Lufthansa kauft Leasingfirmen direkt Air-Berlin-Flugzeuge ab

Die AUA-Mutter Lufthansa kauft Leasingfirmen direkt Air-Berlin-Flugzeuge ab und unterstützt wankenden Konkurrenten stärker als bisher bekannt.

Lufthansa kauft Leasingfirmen direkt Air-Berlin-Flugzeuge ab

Wien/Frankfurt/Schwechat. Bei der AUA (Austrian Airlines) werden fünf Flugzeuge der Air Berlin zum Einsatz kommen, die sie samt Besatzung im Leasingverfahren übernimmt. Eine AUA-Sprecherin sagte am Dienstag, dies werde im März und April der Fall sein.

Unterdessen wurde bekannt, dass die deutsche AUA-Mutter Lufthansa ihrem bisherigen Rivalen Air Berlin stärker hilft als bisher bekannt. Die Lufthansa mietet nicht nur insgesamt 38 Flugzeuge samt Personal von Air Berlin, sondern will bis zu 15 dieser Jets kaufen. Das "Handelsblatt" und die "Frankfurter Allgemeine Zeitung" beziehen sich auf einen Bericht des deutschen Bundeskartellamtes. Die Kartellwächter haben die Leasingvereinbarung von Lufthansa und Air Berlin kürzlich freigegeben.
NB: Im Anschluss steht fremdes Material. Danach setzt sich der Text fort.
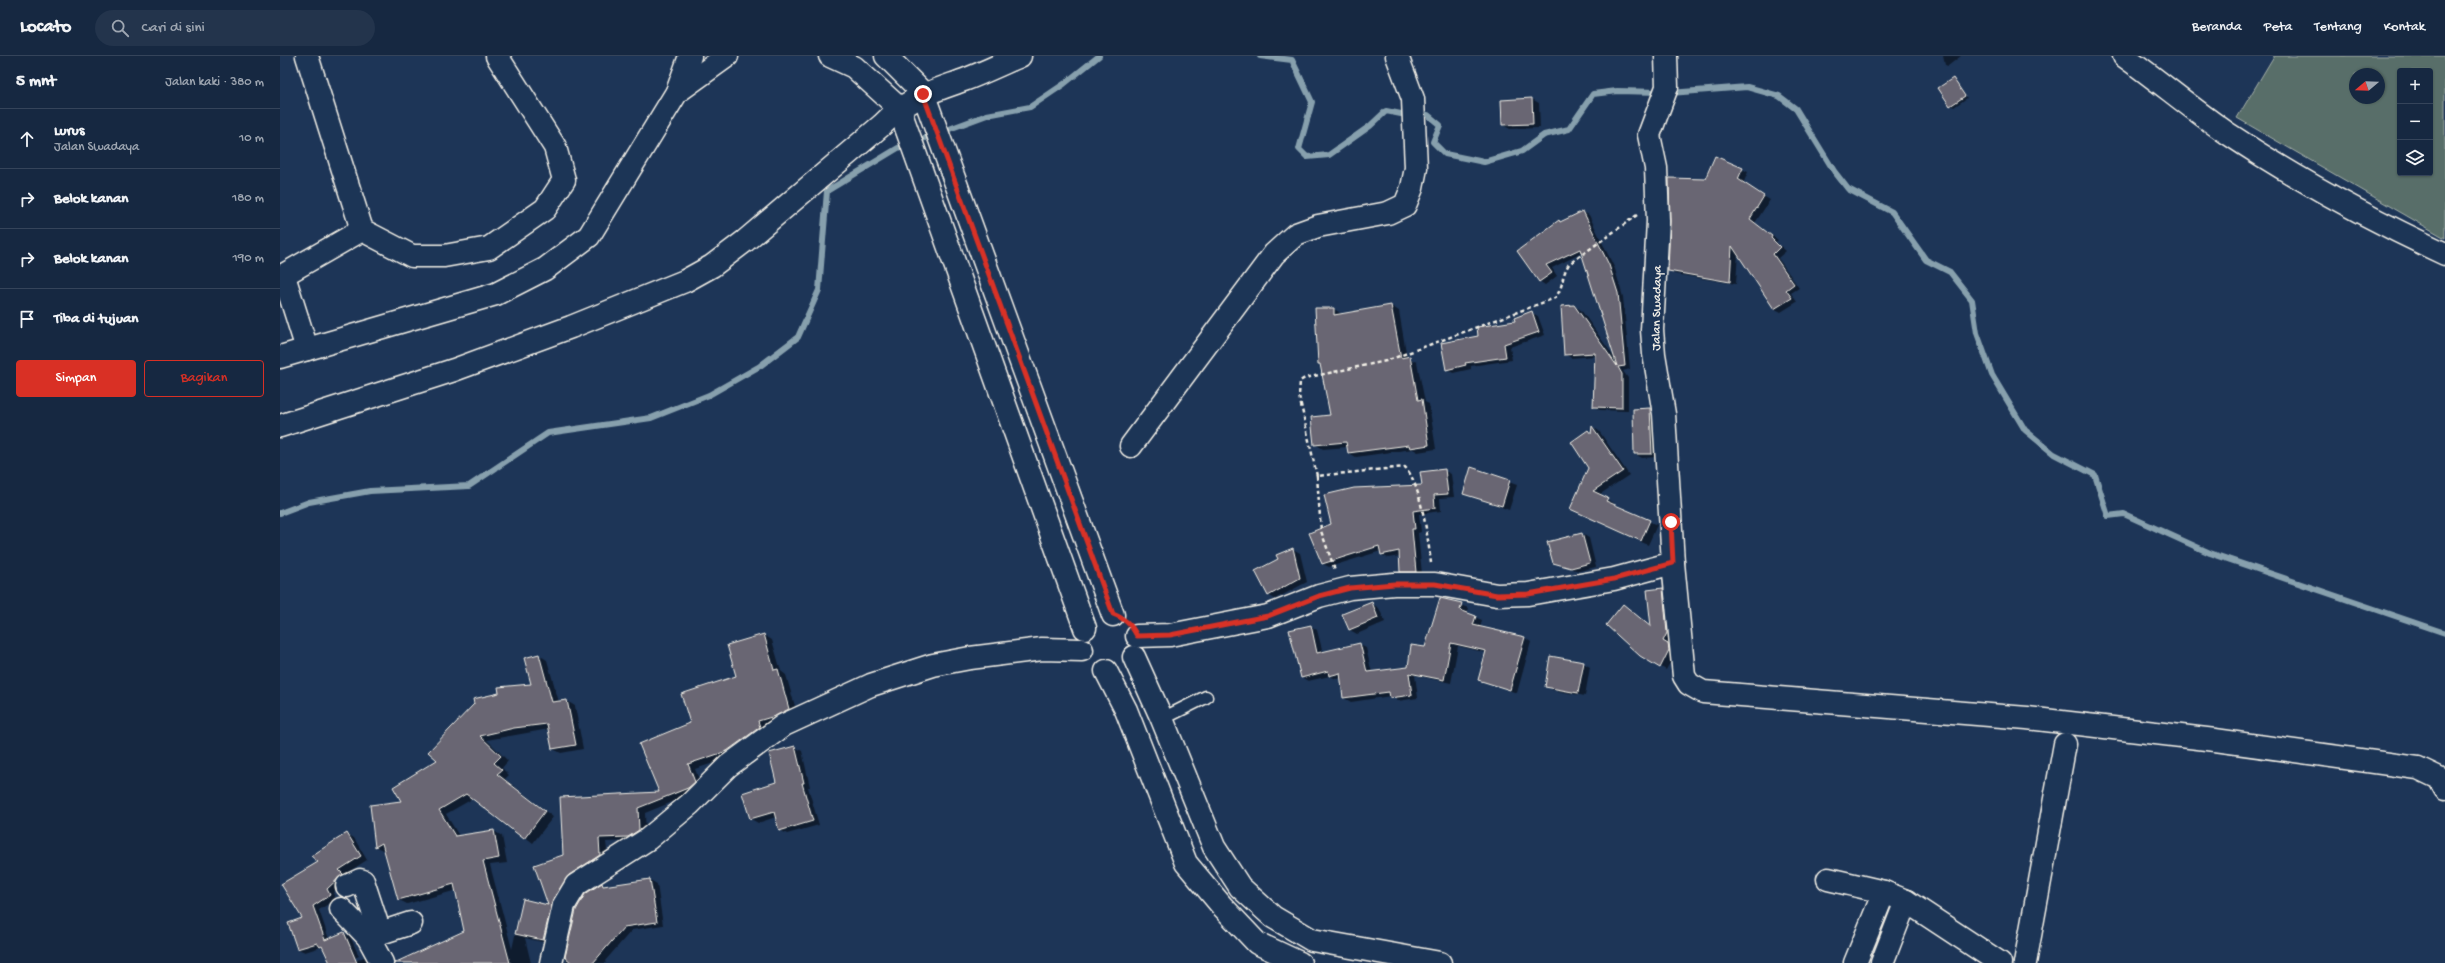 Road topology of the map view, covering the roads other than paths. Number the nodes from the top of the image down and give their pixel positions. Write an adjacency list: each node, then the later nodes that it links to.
1 (306, 56): 14 (street)
2 (497, 56): 14 (street)
3 (690, 56): 11 (street)
4 (727, 56): 11 (street)
5 (830, 56): 13 (street)
6 (886, 56): 12 (street)
7 (1020, 56): 12 (street)
8 (1397, 56): 20 (street)
9 (1666, 56): 21 (street, Jalan Swadaya)
10 (2124, 56): 15 (street)
11 (677, 92): 17 (street)
12 (923, 94): 13 (street); 22 (street)
13 (899, 108): 19 (street); 23 (street)
14 (362, 230): 16 (street)
15 (2445, 254)
16 (282, 276): 17 (street)
17 (307, 349): 18 (street)
18 (280, 356)
19 (280, 426)
20 (1131, 446)
21 (1673, 563): 24 (street); 31 (street, Jalan Swadaya)
22 (1113, 614): 23 (street); 24 (street)
23 (1085, 628): 25 (street)
24 (1137, 636): 26 (street)
25 (1082, 650): 27 (street); 40 (street)
26 (1134, 657): 27 (street); 29 (street)
27 (1106, 671): 41 (street)
28 (1206, 697): 29 (lane)
29 (1162, 718): 42 (street)
30 (2065, 744): 46 (street)
31 (2445, 789)
32 (1828, 879): 34 (street)
33 (348, 886): 38 (street)
34 (1884, 892): 35 (street); 43 (street)
35 (1906, 902): 44 (street); 45 (street)
36 (341, 909): 38 (street)
37 (411, 923): 38 (street)
38 (374, 935): 39 (street)
39 (382, 963)
40 (551, 963)
41 (1300, 963)
42 (1440, 963)
43 (1855, 963)
44 (1882, 963)
45 (2000, 963)
46 (2025, 963)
Die Maschinen werden in neuer Lackierung abheben, das Personal ist weiter bei Air Berlin beschäftigt. Air Berlin hat keine eigenen Maschinen mehr, sie hatte die Jets selbst ohne Personal von Flugzeugvermietern geleast. Dem Behördenpapier zufolge ist nun vorgesehen, dass diese Leasingverträge für bis zu 10 Air-Berlin-Jets enden, stattdessen mietet der Lufthansa-Konzern. Bis zu 15 Flugzeuge wolle die Lufthansa den Leasinggebern allerdings abkaufen.

Die Lufthansa verleiht die 25 Maschinen dann zunächst Air Berlin, um sie samt Crew für ihre eigenen Töchter Eurowings und AUA gleich wieder zurückzumieten. Die Konstruktion - kaufen, vermieten, zurückmieten - soll in erster Linie einen Grund haben: Es sei schlicht günstiger, die gebrauchten A320 aus den Leasingverträgen rauszukaufen und selbst an Air Berlin zu verleasen.

Auch die Furcht vor einem Ausfall der Air Berlin soll Treiber dieser Konstruktionen sein. Einige Leasinggeber sollen sich zunehmend Sorgen um den Bestand ihrer Verträge mit Air Berlin gemacht.

Sollte die Air-Berlin-Rettung doch scheitern und in der Insolvenz enden, stünden die bis zu 25 Flugzeuge nicht am Boden, sondern können vom Lufthansa-Konzern direkt weiter eingesetzt werden, erläutern die deutschen Medien zu den Hintergründen dieser Deals.

Verhindert werden soll ein Kollaps der Air Berlin wie berichtet mit einer Aufspaltung: Neben den 38 an die Lufthansa-Gruppe vermieteten Flugzeugen wird die österreichische Air-Berlin-Tochter Niki in ein Joint Venture mit Tuifly eingebracht.